When he joined the Friends, Kruppa said, he was obliged to pledge that he would shoot anybody he was ordered to by his superiors.
In regard to the missing Spanknoebel, Kruppa told the reporter that one night last year he was having dinner in the home of Dr. I. T. Griebl when Dr. Hellmuth von Feldman, who Kruppa described as an agent of the Goebbels ministry, walked in with a pistol and ordered Spanknoebel, who was also present, to return to Germany with him.
Kruppa said that the Department of Justice had issued a warrant for Spanknoebel’s arrest that day.
NAMES WITNESSES
According to Kruppa, the following were witnesses to the occurrence:
Pat McGrady, a former member of the Jewish Daily Bulletin editorial staff; a Mr. Seiler of the New York Post; a Miss Deutsch, a nurse in the employ of Dr. Griebl; a Mr. Lund of the Gesapo, and a Mr. Trawniz.
Kruppa said he would ask Representative Dickstein to subpoena these persons.

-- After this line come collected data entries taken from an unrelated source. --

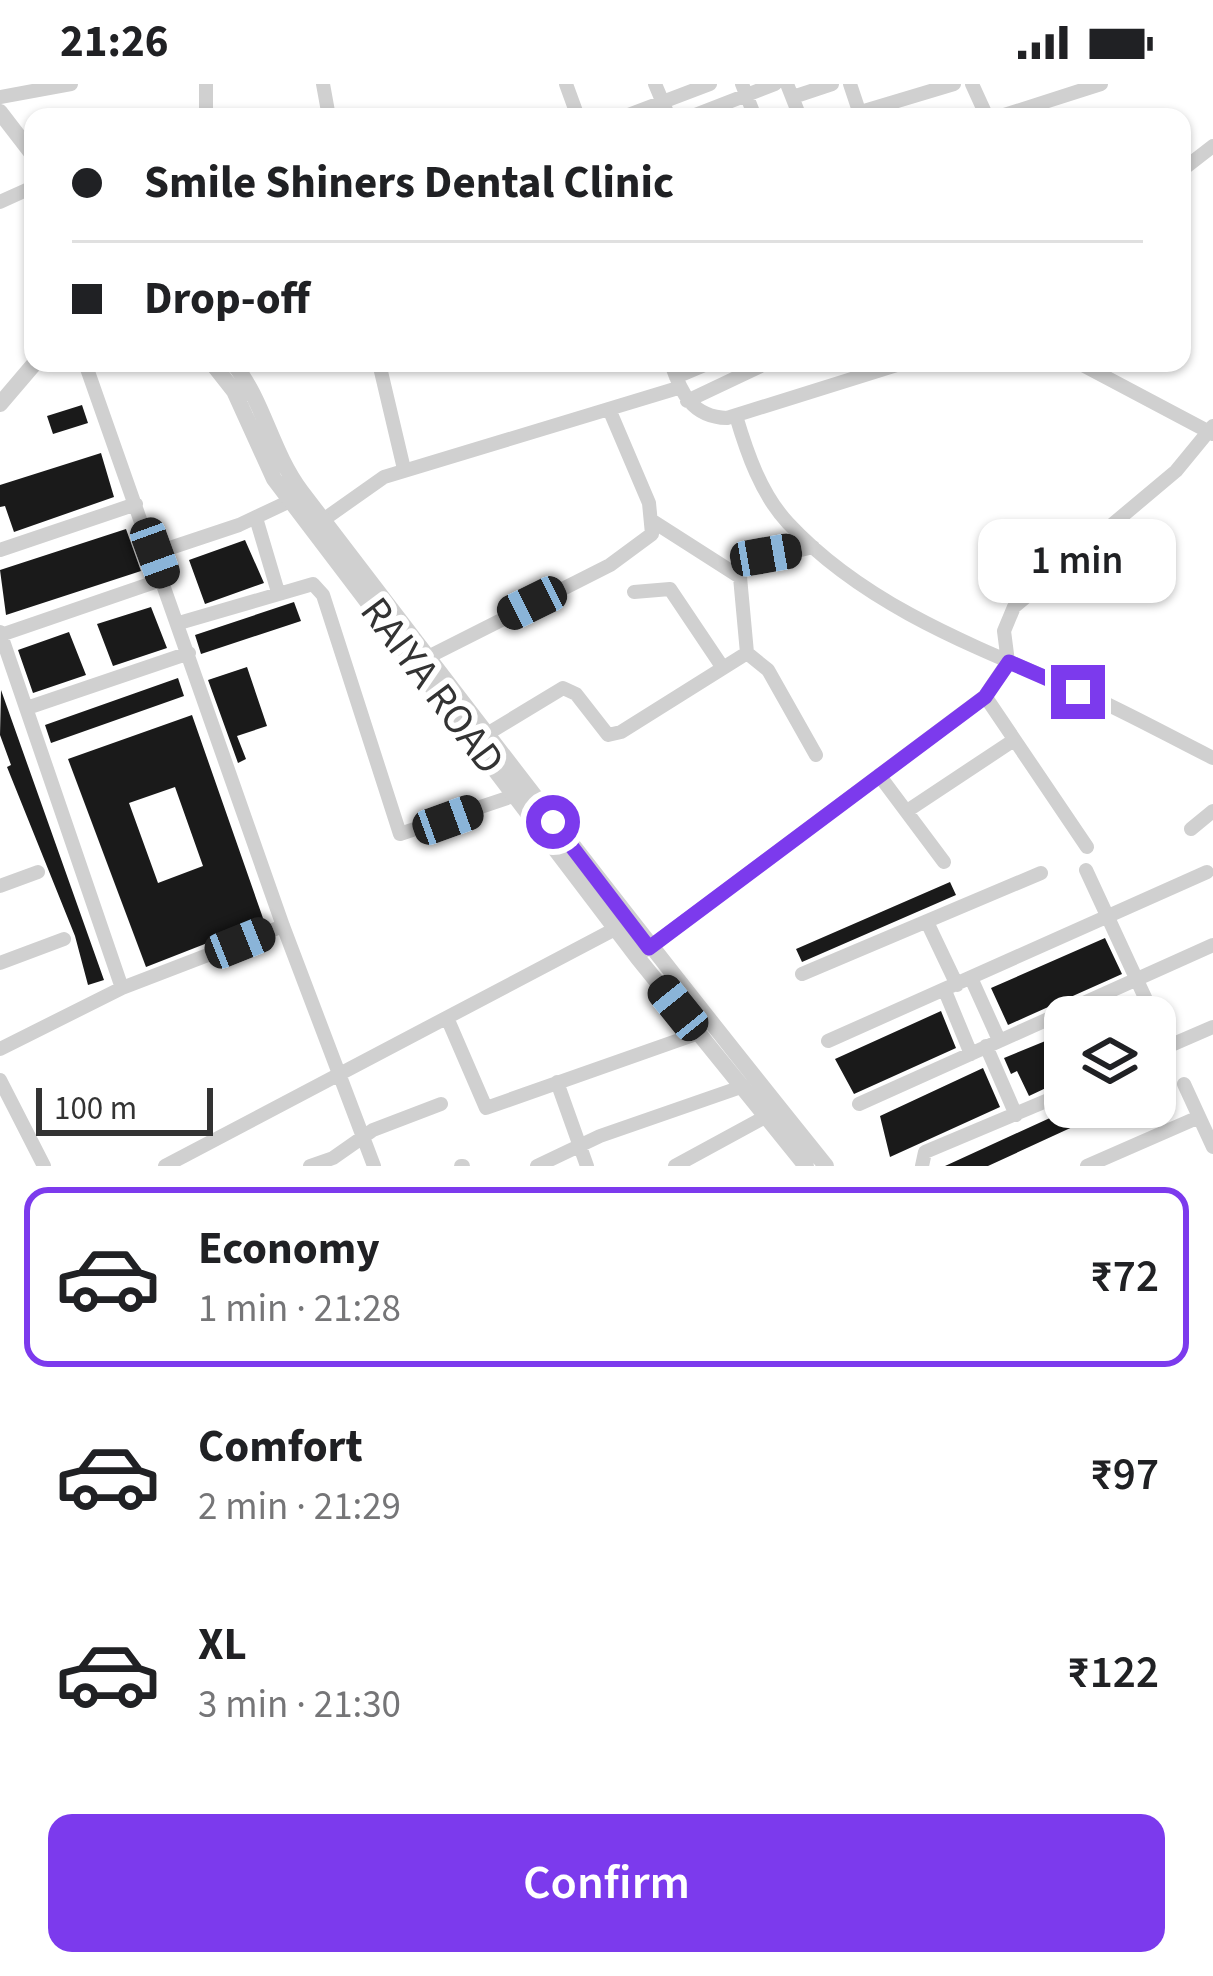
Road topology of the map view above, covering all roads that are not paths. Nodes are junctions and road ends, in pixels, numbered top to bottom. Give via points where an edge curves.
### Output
1 (70, 84) edge
2 (585, 84) edge
3 (710, 84) edge
4 (775, 84) edge
5 (832, 84) edge
6 (954, 84) edge
7 (1101, 84) edge
8 (567, 87) edge
9 (745, 90) edge
10 (790, 91) edge
11 (0, 98) edge
12 (669, 108) edge
13 (708, 108) edge
14 (880, 108) edge
15 (1026, 108) edge
16 (0, 112) edge
17 (24, 143) edge
18 (27, 372) edge
19 (88, 372) edge
20 (219, 372) edge
21 (239, 372) edge
22 (382, 372) edge
23 (724, 372) edge
24 (875, 372) edge
25 (1097, 372) edge
26 (678, 382) edge
27 (0, 404) edge
28 (609, 409) junction
29 (736, 416) junction
30 (1212, 431) edge
31 (404, 470) junction
32 (290, 501) junction
33 (136, 504) junction
34 (256, 518) junction
35 (654, 522) junction
36 (318, 524) junction
37 (813, 547) junction
38 (0, 550) edge
39 (155, 553) junction
40 (740, 577) junction
41 (164, 580) junction
42 (278, 592) junction
43 (634, 592) dead end
44 (179, 623) junction
45 (0, 634) edge
46 (189, 653) junction
47 (747, 653) junction
48 (430, 656) junction
49 (1009, 662) junction
50 (723, 668) junction
51 (985, 697) junction
52 (27, 708) junction
53 (488, 734) junction
54 (1014, 740) junction
55 (816, 755) dead end
56 (1213, 758) edge
57 (879, 775) junction
58 (522, 792) junction
59 (907, 811) junction
60 (1213, 811) edge
61 (1190, 829) dead end
62 (1087, 847) dead end
63 (944, 862) dead end
64 (1085, 870) dead end
65 (38, 872) dead end
66 (1207, 872) dead end
67 (1041, 873) dead end
68 (0, 886) edge
69 (1106, 915) junction
70 (926, 922) junction
71 (283, 926) junction
72 (615, 929) junction
73 (64, 939) dead end
74 (1213, 945) edge
75 (643, 952) junction
76 (0, 963) edge
77 (802, 974) dead end
78 (1137, 977) junction
79 (958, 985) junction
80 (122, 988) junction
81 (1145, 996) edge
82 (448, 1020) junction
83 (1213, 1027) edge
84 (699, 1033) junction
85 (829, 1041) dead end
86 (1176, 1043) edge
87 (985, 1047) junction
88 (0, 1049) edge
89 (341, 1075) junction
90 (0, 1080) edge
91 (557, 1082) junction
92 (1184, 1084) dead end
93 (744, 1086) junction
94 (1044, 1102) edge
95 (441, 1104) dead end
96 (859, 1104) dead end
97 (1016, 1115) junction
98 (767, 1116) junction
99 (1199, 1117) junction
100 (363, 1136) junction
101 (580, 1147) junction
102 (1213, 1147) edge
103 (44, 1166) edge
104 (165, 1166) edge
105 (310, 1166) edge
106 (374, 1166) edge
107 (537, 1166) edge
108 (587, 1166) edge
109 (675, 1166) edge
110 (806, 1166) edge
111 (826, 1166) edge
112 (922, 1166) edge
113 (1087, 1166) edge

1 - 11 street
2 - 8 street
3 - 12 street
4 - 9 street
5 - 10 street
6 - 14 street
7 - 15 street
9 - 13 street
16 - 17 street
18 - 27 street
19 - 33 street
20 - 32 street, RAIYA ROAD
21 - 36 street, RAIYA ROAD
22 - 31 street
23 - 26 street
24 - 29 street
25 - 30 street
26 - 28 street
26 - 29 street via 713,418
28 - 31 street
28 - 35 street
29 - 37 street via 771,500
30 - 49 street via 1014,607 1004,631
31 - 36 street via 363,487
32 - 34 street
32 - 36 street, RAIYA ROAD
33 - 38 street
33 - 39 street
34 - 39 street
34 - 42 street
35 - 40 street
35 - 48 street via 644,544 610,565
36 - 48 street, RAIYA ROAD
36 - 58 street, RAIYA ROAD
37 - 40 street via 753,558
37 - 49 street via 898,607
39 - 41 street
40 - 47 street
41 - 44 street
41 - 45 street
42 - 44 street
42 - 58 street via 306,583 323,595 400,834
43 - 50 street via 670,590
44 - 46 street
45 - 52 street
46 - 52 street
46 - 71 street
47 - 50 street
47 - 55 street via 768,670
48 - 53 street, RAIYA ROAD
49 - 51 street
49 - 56 street
50 - 53 street via 614,735 563,688
51 - 54 street
51 - 57 street
52 - 80 street
53 - 58 street, RAIYA ROAD
54 - 59 street
54 - 62 street
57 - 59 street
57 - 75 street
58 - 72 street, RAIYA ROAD
58 - 75 street, RAIYA ROAD
59 - 63 street
60 - 61 street
64 - 69 street
65 - 68 street
66 - 69 street
67 - 70 street
69 - 78 street
69 - 79 street
70 - 77 street
70 - 79 street
71 - 80 street
71 - 89 street
72 - 75 street, RAIYA ROAD
72 - 82 street
73 - 76 street
74 - 78 street
75 - 84 street, RAIYA ROAD
75 - 111 street, RAIYA ROAD
78 - 81 street
78 - 87 street
79 - 85 street
79 - 87 street
79 - 87 street
80 - 88 street
82 - 89 street
82 - 91 street via 486,1108
83 - 86 street
84 - 91 street
84 - 93 street, RAIYA ROAD
87 - 96 street
87 - 97 street
89 - 100 street
89 - 104 street
90 - 103 street
91 - 101 street
92 - 99 street
93 - 98 street, RAIYA ROAD
93 - 101 street
94 - 97 street
95 - 100 street
97 - 112 street via 925,1152
98 - 109 street
98 - 110 street, RAIYA ROAD
99 - 102 street
99 - 113 street
100 - 105 street
100 - 106 street
101 - 107 street
101 - 108 street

Kruppa produced a document, an official bulletin of the Friends to members, which, in translation, read as follows:
“Resignation:
“During the last few months many members have returned to Germany without notifying our office. We call your attention to the fact that every member must arrange with this office if he wishes to join a Nazi organization in Germany upon his arrival there.

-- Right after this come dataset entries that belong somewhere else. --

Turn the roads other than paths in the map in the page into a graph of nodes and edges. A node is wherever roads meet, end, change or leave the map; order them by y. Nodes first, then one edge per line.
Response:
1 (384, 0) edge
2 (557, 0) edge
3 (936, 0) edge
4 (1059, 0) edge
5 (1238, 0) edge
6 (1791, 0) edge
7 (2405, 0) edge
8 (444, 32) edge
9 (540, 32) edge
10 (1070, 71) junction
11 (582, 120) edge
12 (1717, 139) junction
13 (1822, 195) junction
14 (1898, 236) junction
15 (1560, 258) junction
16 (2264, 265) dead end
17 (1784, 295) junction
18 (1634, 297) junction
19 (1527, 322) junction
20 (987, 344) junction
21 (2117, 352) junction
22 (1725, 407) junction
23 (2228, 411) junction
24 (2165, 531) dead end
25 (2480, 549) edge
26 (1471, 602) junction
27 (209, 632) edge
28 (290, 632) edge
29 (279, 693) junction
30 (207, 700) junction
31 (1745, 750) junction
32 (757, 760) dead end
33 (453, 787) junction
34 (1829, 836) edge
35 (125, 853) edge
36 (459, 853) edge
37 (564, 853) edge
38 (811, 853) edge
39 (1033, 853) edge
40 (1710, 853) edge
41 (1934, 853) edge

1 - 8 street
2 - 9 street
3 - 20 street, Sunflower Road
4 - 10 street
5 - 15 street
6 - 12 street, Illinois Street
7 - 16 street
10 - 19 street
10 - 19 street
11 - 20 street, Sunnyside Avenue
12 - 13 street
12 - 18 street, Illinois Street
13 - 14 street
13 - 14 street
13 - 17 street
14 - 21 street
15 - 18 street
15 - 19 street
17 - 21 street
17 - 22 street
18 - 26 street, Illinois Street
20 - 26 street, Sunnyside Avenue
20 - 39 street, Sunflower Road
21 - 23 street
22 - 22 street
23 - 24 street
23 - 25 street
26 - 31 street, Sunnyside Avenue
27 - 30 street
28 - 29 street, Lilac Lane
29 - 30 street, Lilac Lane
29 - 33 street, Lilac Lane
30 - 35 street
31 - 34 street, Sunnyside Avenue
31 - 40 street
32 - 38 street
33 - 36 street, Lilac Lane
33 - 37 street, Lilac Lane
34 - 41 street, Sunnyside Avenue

“In order to keep registration centralized, all members should give us their addresses.
“Concerning former members of N. S. D. P. (National Socialist Party of Germany), since the treasurer must give general statements of all Nazi members, we will request all former N. S. D. P. members to pay their dues, otherwise they will be in danger of being excluded by the German office.”
OTHER CHARGES
Other charges which Kruppa was prepared to voice, he said, were:
That money sent to this country by the German Propaganda Ministry was misappropriated by the Friends.
That the Deutsche Zeitung, Nazi newspaper here, was founded with these misappropriated funds.

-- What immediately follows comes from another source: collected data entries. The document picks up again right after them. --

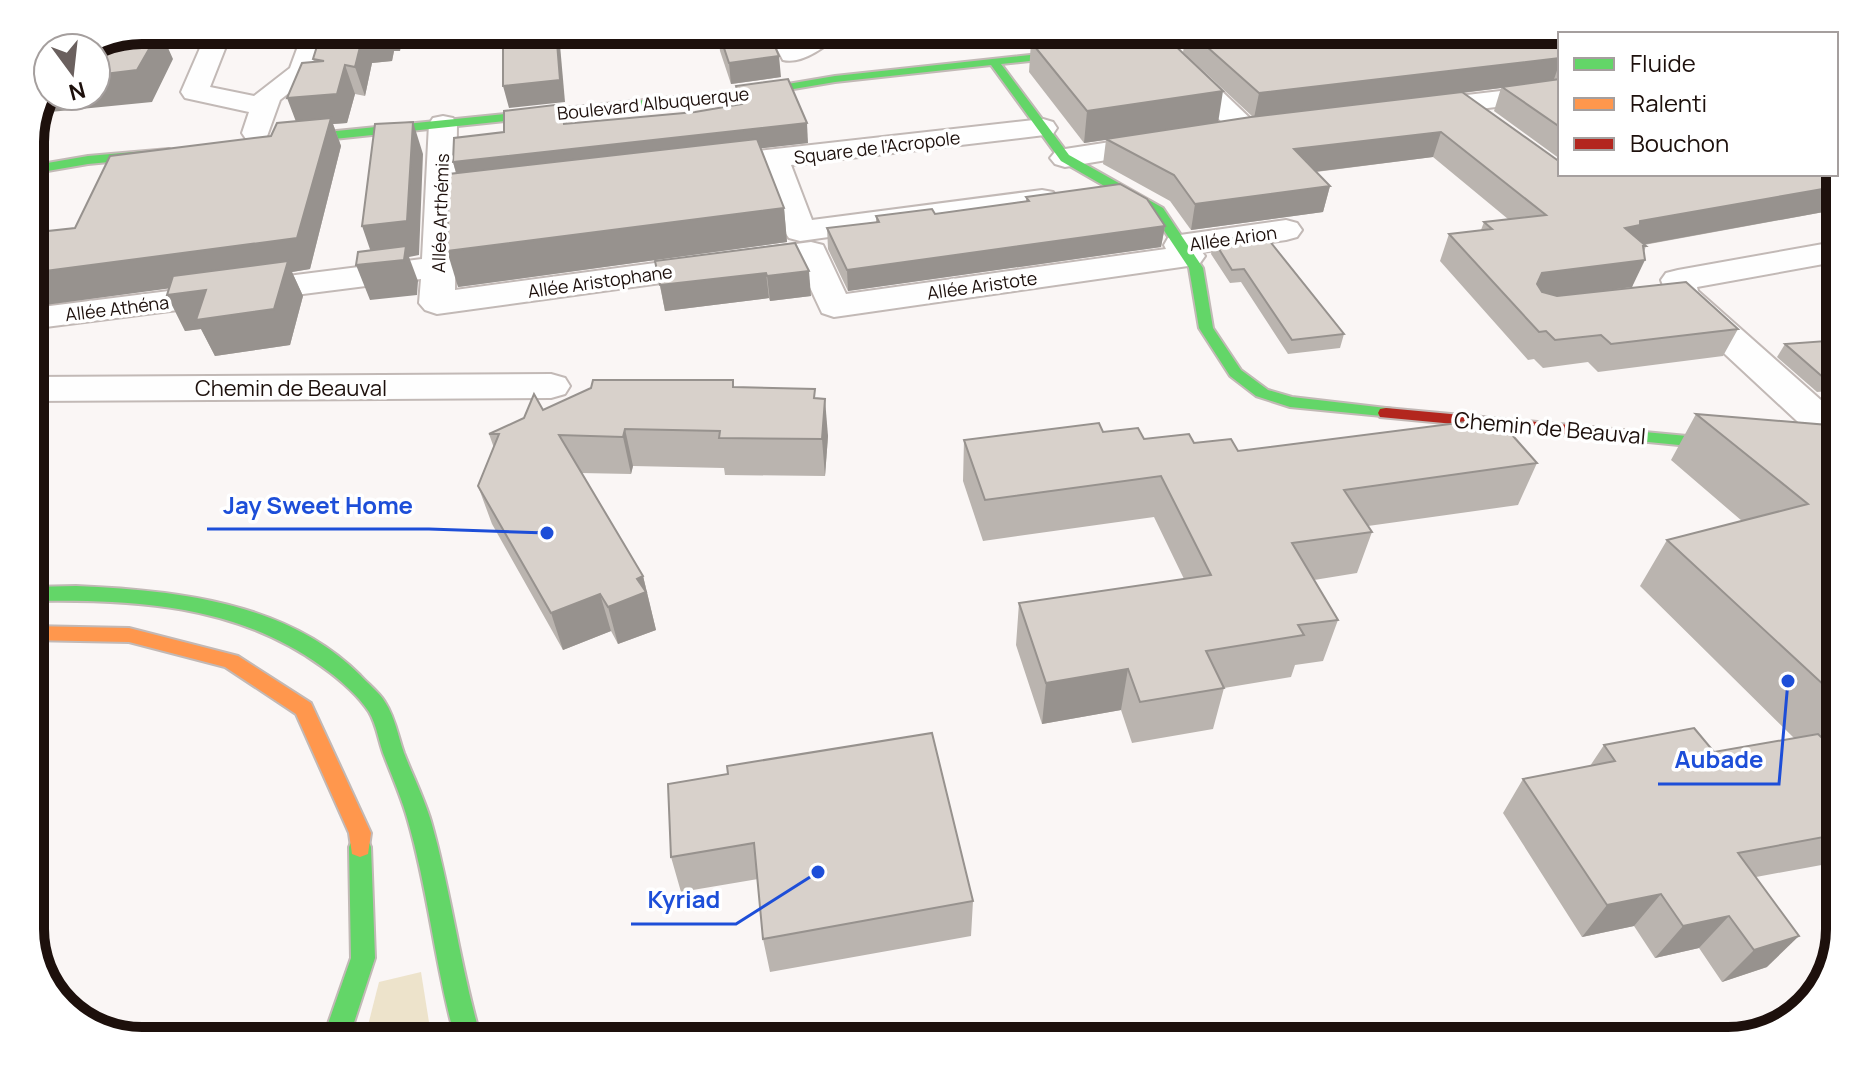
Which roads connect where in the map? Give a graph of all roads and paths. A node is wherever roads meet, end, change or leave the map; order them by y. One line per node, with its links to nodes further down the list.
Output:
1 (215, 44): 15 (street)
2 (311, 44): 15 (street)
3 (788, 44): 9 (street)
4 (808, 44): 9 (street)
5 (1127, 44): 7 (street)
6 (1174, 44): 7 (street, Boulevard Albuquerque)
7 (1132, 49): 11 (street, Boulevard Albuquerque)
8 (847, 51): 9 (street)
9 (792, 55): 12 (street)
10 (1173, 60): 20 (street)
11 (995, 64): 12 (street, Boulevard Albuquerque); 19 (street)
12 (800, 85): 17 (street, Boulevard Albuquerque)
13 (1552, 93): 14 (street)
14 (1461, 104): 16 (street); 21 (street)
15 (265, 107): 24 (street)
16 (1385, 113)
17 (443, 124): 24 (street, Boulevard Albuquerque); 32 (street, Allée Arthémis)
18 (1277, 127): 20 (street)
19 (1043, 128): 26 (street); 27 (street, Square de l'Acropole)
20 (1246, 130): 22 (street)
21 (1499, 132)
22 (1216, 135)
23 (1186, 139): 26 (street)
24 (245, 145)
25 (181, 152): 28 (street)
26 (1065, 158): 30 (street)
27 (774, 159): 29 (street); 30 (street, Square de l'Acropole)
28 (44, 168)
29 (679, 170)
30 (1120, 189): 34 (street)
31 (472, 193): 32 (street)
32 (441, 197): 37 (street, Allée Arthémis)
33 (1286, 230): 34 (street, Allée Arion)
34 (1184, 250): 35 (street, Allée Aristote); 43 (street, Chemin de Beauval)
35 (811, 252): 38 (street, Allée Aristophane)
36 (1826, 254): 42 (street)
37 (438, 266): 38 (street, Allée Arthémis); 39 (street, Allée Athéna)
38 (437, 303)
39 (44, 318)
40 (551, 386): 41 (street, Chemin de Beauval)
41 (44, 389)
42 (1826, 440)
43 (1759, 448)
44 (44, 594): 47 (street)
45 (44, 633): 46 (street)
46 (340, 1027)
47 (464, 1027)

That records of Uschla, Nazi secret committee in the United States, under date of January 23, 1934, prove these charges.
That the Friends hired an agent of the Nazis “to give me the works.”
Edgar Stang, a twelve-year-old camper at the Nazi youth colony in Griggstown, N. J., testified that the campers were not required to give the Hitler salute, but that he saw grown-ups doing it, so he did it, too.
Others who were to spread their testimony on the record of the Congressional investigation today were:
Detlof Sahm, son of the mayor of Berlin and a student at Columbia University; Hugo Haas, leader of the Griggstown camp; Gregory Lochner and Killian Schneider, leaders of the Nazi youth movement in the United States, and K. G. W. Ludecke, alleged Nazi propagandist.
Kruppa said efforts by the Nazis to prove him insane grow out of the fact that a non-citizen who is insane is subject to deportation. If deported to the Reich, Kruppa said, he will be shot.